When Nas and Jay-Z directly feuded, both rappers discussed the merit of the sampling in the song in individual "diss" records. In Nas' track "Stillmatic Freestyle," he says:

You show off, I count dough off when you sample my voice.

Jay-Z responds to Nas' claims in his song "Takeover" with the lines:

So yeah, I sampled your voice; you was usin' it wrong: you made it a hot line, I made it a hot song. And you ain't get a coin nigga you was gettin' fucked then; I know who I paid God, Serchlite Publishing.

The line was later used in Cassidy's 2005 hit "I'm a Hustla":

Yeah I used dude's voice props to the boy Shawn, He made it a hot line, I made it a hot song.

In 2005 at Jay-Z's I Declare War concert, he performed "Dead Presidents II" with Nas, officially ending their feud.

==Dead Presidents 3==
Jay-Z recorded a track called "Dead Presidents 3" around the time of The Black Album but it was never completed. The unfinished song was leaked onto the internet in the fall of 2007, around the release of American Gangster. In it, Jay-Z referenced some of his lyrics from the original "Dead Presidents" and he used the sample but the sample was played in reverse and had a darker more atmospheric and sinister feel to it.
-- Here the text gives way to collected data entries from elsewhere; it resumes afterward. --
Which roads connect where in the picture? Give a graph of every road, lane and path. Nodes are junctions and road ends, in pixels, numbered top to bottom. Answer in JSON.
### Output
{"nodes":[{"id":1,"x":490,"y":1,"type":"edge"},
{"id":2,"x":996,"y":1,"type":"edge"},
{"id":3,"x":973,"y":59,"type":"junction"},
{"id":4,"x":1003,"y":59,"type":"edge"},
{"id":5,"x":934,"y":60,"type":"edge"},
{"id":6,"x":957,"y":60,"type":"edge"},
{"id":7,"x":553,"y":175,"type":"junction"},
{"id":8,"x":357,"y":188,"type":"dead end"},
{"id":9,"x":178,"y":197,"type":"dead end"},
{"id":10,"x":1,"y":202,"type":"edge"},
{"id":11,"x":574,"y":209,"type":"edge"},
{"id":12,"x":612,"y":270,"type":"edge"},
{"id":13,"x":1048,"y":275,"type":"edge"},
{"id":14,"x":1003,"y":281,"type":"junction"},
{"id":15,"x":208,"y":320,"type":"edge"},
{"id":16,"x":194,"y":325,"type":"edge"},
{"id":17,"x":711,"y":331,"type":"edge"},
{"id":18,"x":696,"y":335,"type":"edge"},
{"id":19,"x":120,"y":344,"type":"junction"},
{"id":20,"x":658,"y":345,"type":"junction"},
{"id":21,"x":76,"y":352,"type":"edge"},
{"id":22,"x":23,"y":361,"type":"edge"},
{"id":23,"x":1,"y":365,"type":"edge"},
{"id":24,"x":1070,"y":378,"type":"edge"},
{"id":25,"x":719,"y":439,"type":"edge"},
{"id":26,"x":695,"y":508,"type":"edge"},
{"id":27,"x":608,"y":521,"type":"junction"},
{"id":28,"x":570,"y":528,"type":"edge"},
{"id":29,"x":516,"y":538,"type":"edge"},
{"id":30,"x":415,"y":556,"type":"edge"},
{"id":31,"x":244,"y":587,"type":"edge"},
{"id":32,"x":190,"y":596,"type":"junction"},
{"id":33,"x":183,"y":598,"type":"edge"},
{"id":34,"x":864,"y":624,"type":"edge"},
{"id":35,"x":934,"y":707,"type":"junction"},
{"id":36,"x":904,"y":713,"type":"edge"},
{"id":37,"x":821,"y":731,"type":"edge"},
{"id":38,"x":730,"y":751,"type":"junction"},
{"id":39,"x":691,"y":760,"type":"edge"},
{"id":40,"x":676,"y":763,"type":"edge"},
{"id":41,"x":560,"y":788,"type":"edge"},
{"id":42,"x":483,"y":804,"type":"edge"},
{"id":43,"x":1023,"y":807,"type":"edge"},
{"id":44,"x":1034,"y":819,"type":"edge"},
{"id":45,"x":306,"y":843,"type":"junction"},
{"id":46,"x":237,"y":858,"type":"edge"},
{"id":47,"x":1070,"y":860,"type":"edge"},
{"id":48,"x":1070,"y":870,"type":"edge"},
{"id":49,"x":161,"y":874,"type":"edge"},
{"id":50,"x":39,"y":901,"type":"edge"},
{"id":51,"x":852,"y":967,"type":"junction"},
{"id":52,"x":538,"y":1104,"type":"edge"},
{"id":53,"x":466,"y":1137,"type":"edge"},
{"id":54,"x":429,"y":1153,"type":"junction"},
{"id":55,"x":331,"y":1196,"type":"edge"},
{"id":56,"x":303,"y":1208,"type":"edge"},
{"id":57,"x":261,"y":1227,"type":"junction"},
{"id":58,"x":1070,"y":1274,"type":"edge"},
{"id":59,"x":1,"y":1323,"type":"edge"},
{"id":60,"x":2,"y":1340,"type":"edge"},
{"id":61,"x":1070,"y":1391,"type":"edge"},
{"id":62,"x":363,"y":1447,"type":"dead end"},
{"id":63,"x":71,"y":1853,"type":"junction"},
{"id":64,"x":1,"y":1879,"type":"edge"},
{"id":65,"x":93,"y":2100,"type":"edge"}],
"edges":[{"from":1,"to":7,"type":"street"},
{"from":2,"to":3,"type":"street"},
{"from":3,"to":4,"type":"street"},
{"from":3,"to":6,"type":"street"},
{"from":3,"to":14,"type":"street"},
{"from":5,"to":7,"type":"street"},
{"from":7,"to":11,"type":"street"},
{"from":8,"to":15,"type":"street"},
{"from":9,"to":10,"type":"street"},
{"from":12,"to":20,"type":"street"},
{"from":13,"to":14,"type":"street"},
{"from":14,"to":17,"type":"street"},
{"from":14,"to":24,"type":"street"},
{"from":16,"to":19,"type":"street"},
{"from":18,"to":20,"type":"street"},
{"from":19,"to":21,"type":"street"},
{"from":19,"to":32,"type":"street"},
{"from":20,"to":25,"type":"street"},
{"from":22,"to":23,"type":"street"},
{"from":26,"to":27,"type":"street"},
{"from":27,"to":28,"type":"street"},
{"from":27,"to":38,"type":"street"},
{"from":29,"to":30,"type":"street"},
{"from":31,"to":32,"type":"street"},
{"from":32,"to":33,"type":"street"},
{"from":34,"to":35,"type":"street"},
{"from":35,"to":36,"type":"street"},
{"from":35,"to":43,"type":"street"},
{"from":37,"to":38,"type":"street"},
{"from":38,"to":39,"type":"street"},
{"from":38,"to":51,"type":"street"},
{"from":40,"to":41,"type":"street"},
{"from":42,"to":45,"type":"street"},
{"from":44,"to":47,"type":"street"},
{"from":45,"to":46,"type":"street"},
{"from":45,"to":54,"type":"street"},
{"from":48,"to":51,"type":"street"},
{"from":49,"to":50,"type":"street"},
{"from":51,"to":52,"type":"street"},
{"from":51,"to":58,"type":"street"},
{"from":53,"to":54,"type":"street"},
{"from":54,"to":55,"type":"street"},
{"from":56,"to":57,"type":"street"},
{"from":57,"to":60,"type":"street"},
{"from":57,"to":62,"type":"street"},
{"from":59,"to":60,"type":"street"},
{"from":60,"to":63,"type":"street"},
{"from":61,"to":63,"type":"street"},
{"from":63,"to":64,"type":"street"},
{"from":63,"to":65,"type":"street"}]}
In July 2013 during a rare Twitter Q&A, a fan asked Jay-Z if "Dead Presidents 3" would be released, which led to Jay-Z giving Young Guru and Just Blaze the permission to release the track on Young Guru's SoundCloud account.

==Remixes==
Many artists have released remixed versions of Dead Presidents with original lyrics (often freestyles) performed over the original sample and chorus. Notable artists to release versions of Dead Presidents include Charles Hamilton, Lil B, Lil Wayne, Drake, Slug of Atmosphere, Chamillionaire, J. Cole, Kendrick Lamar, Akala, Lupe Fiasco, Kano, Logic, Slaughterhouse, AZ, Curren$y, and DJ Premier, who recorded a version with reworked instrumentals from Jay-Z's original lyrics and vocals from Nas' The World is Yours (Remix).

==Charts==

| Chart (1996) | Peak position |
|---|---|
| US Billboard Hot 100 | 50 |
| US Hot R&B/Hip-Hop Songs (Billboard) | 17 |
| US Hot Rap Songs (Billboard) | 4 |

2026 chart performance for "Dead Presidents"
| Chart (2026) | Peak position |
|---|---|
| Nigeria Bubbling Under Hot 100 (TurnTable) | 19 |

==Certifications==

| Region | Certification | Certified units/sales |
| United States (RIAA) | Gold | 500,000^{^} |
^{^} Shipments figures based on certification alone.